3. Schering-Plowed
As it turns out, drugmaker Schering-Plough (SGP Quote - Cramer on SGP - Stock Picks) just isn't very good at making drugs. That's too bad, because it's what the biotech company is supposed to be doing. Its joint project with Merck (MRK Quote - Cramer on MRK - Stock Picks), Vytorin, got panned this past weekend by a cabal of doctors. Vytorin had the distinction of being one of the most expensive and well-marketed heart drugs on the market. And although it was as good at preventing harmful cholesterol from clogging patients' arteries as it was at preventing spare dollars from clogging their bank accounts, Vytorin wasn't so good at preventing heart attacks, the doctors found. Clutching their wallets in pain, Schering-Plough investors spent Monday calling their brokers to sell shares down 26% on the news.
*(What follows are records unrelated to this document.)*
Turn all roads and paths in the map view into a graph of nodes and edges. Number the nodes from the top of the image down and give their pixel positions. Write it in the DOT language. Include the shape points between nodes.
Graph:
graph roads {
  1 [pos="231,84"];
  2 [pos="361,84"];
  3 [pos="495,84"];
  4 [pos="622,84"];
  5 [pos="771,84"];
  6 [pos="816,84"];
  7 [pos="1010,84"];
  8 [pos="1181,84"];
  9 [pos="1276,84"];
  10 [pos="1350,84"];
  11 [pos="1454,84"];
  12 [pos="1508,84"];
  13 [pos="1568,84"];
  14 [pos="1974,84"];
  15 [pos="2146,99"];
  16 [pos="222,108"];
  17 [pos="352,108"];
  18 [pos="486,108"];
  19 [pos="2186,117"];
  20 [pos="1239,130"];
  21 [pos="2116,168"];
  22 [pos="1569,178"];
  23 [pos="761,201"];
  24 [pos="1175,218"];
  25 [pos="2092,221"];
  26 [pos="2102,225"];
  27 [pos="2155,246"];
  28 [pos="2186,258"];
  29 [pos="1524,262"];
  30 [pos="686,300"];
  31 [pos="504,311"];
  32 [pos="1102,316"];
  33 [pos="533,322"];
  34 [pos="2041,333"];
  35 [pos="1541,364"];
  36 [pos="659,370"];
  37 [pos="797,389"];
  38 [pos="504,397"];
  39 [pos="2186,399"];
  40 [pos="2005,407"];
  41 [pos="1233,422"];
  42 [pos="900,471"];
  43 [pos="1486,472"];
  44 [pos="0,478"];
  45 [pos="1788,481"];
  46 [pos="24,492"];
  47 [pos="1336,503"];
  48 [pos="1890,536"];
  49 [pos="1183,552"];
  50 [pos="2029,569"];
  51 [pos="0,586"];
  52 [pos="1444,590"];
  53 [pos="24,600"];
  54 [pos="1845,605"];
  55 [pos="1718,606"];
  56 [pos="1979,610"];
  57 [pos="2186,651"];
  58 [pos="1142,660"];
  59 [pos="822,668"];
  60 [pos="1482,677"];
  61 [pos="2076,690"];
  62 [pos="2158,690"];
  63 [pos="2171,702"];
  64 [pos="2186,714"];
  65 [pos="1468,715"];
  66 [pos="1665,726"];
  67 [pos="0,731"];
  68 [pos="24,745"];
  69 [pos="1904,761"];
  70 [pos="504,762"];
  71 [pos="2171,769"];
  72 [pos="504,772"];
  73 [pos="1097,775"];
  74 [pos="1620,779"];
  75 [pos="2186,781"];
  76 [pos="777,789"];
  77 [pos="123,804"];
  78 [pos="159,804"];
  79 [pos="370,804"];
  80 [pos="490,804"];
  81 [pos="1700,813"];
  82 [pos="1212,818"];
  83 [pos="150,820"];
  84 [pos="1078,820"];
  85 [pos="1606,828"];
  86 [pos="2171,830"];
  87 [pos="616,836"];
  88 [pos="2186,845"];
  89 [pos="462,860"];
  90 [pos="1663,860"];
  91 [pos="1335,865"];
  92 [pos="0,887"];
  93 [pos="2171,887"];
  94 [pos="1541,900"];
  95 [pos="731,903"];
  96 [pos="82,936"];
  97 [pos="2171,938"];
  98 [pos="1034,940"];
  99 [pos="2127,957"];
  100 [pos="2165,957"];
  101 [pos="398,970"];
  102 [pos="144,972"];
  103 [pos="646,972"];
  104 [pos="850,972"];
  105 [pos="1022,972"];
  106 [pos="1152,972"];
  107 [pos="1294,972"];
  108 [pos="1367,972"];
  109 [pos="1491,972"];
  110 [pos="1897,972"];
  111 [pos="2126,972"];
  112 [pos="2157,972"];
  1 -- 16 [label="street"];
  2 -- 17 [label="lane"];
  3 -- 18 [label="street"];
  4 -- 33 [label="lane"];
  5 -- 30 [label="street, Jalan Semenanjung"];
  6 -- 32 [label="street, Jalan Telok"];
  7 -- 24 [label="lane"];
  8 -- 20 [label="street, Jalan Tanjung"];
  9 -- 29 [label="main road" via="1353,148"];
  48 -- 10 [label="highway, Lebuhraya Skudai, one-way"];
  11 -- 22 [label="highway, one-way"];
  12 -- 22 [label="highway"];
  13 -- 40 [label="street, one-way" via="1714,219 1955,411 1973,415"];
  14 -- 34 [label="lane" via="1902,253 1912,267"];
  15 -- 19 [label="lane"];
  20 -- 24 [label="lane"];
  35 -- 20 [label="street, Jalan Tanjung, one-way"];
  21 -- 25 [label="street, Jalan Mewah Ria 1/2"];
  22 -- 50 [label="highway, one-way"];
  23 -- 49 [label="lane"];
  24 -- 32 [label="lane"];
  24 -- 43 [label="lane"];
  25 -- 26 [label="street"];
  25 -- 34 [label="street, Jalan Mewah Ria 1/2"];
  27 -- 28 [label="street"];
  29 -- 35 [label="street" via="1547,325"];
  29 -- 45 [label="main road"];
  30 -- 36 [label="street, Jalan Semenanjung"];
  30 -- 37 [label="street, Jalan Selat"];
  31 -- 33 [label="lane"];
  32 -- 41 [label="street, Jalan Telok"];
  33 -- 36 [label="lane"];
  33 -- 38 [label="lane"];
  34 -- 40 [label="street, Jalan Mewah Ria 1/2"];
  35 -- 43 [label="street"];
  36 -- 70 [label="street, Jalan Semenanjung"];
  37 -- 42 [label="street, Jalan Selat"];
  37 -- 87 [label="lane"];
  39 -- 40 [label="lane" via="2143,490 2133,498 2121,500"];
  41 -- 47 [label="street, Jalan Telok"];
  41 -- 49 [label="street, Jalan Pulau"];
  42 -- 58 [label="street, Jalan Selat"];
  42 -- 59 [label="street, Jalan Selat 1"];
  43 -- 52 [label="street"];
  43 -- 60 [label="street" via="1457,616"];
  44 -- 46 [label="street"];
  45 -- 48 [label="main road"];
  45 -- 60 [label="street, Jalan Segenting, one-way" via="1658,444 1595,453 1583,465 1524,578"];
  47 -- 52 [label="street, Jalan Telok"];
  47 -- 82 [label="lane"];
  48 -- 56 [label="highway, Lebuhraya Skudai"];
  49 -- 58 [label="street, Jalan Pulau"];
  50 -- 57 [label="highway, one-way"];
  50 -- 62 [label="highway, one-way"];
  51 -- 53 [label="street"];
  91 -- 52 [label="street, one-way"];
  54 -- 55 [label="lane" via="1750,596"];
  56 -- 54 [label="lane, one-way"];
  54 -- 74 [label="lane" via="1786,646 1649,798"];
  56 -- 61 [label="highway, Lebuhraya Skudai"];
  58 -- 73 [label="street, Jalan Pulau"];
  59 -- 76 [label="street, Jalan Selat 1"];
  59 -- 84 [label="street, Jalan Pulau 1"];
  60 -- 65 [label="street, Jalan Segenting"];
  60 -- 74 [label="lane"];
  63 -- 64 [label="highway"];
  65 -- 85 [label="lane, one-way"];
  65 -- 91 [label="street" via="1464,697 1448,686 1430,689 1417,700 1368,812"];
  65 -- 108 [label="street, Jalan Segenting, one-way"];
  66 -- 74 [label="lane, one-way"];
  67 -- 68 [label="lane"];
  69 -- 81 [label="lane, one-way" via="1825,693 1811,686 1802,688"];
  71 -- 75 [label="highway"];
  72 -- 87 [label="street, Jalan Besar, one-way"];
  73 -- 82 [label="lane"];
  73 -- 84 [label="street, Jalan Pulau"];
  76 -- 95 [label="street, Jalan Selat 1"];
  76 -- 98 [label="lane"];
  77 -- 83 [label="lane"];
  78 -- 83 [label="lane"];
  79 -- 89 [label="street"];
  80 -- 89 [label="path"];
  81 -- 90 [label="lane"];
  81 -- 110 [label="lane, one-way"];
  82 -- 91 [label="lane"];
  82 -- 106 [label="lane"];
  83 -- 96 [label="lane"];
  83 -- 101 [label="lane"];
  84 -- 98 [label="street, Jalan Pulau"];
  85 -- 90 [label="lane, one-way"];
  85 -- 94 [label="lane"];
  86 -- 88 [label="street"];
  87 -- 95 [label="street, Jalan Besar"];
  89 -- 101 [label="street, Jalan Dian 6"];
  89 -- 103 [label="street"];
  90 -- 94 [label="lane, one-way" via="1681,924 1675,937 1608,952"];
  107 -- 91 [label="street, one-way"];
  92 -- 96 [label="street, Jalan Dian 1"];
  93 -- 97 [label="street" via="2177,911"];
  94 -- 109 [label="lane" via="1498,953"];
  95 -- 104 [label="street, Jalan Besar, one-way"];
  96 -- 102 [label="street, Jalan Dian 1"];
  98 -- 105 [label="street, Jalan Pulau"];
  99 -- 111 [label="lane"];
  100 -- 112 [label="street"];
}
Chief among Vytorin's benefits had been its dollar value: It accounted for half of Schering-Plough's profits, which may be why Schering and Merck haven't given up on the drug's curative effects. In hopes of prolonging their moneymaker's survival, the companies have embarked on another broader series of tests, fittingly called IMPROVE-IT. Sadly, the results of that study, along with whatever value may remain in Schering-Plough, will not be known for several years. In the meantime, the company announced Wednesday that it plans to relieve 5,500 employees of their duties in an effort to cut costs in conjunction with near-certain reductions in sales. The prognosis from analysts isn't great. Credit Suisse slashed Schering-Plough's 2008 revenue forecasts by hundreds of millions of dollars. "We've taken tough actions needed in this tough environment," Schering-Plough CEO Fred Hassan said in a conference call.
Dumb-o-meter score: 85. An environment where your product is nearly worthless may be slightly worse than "tough."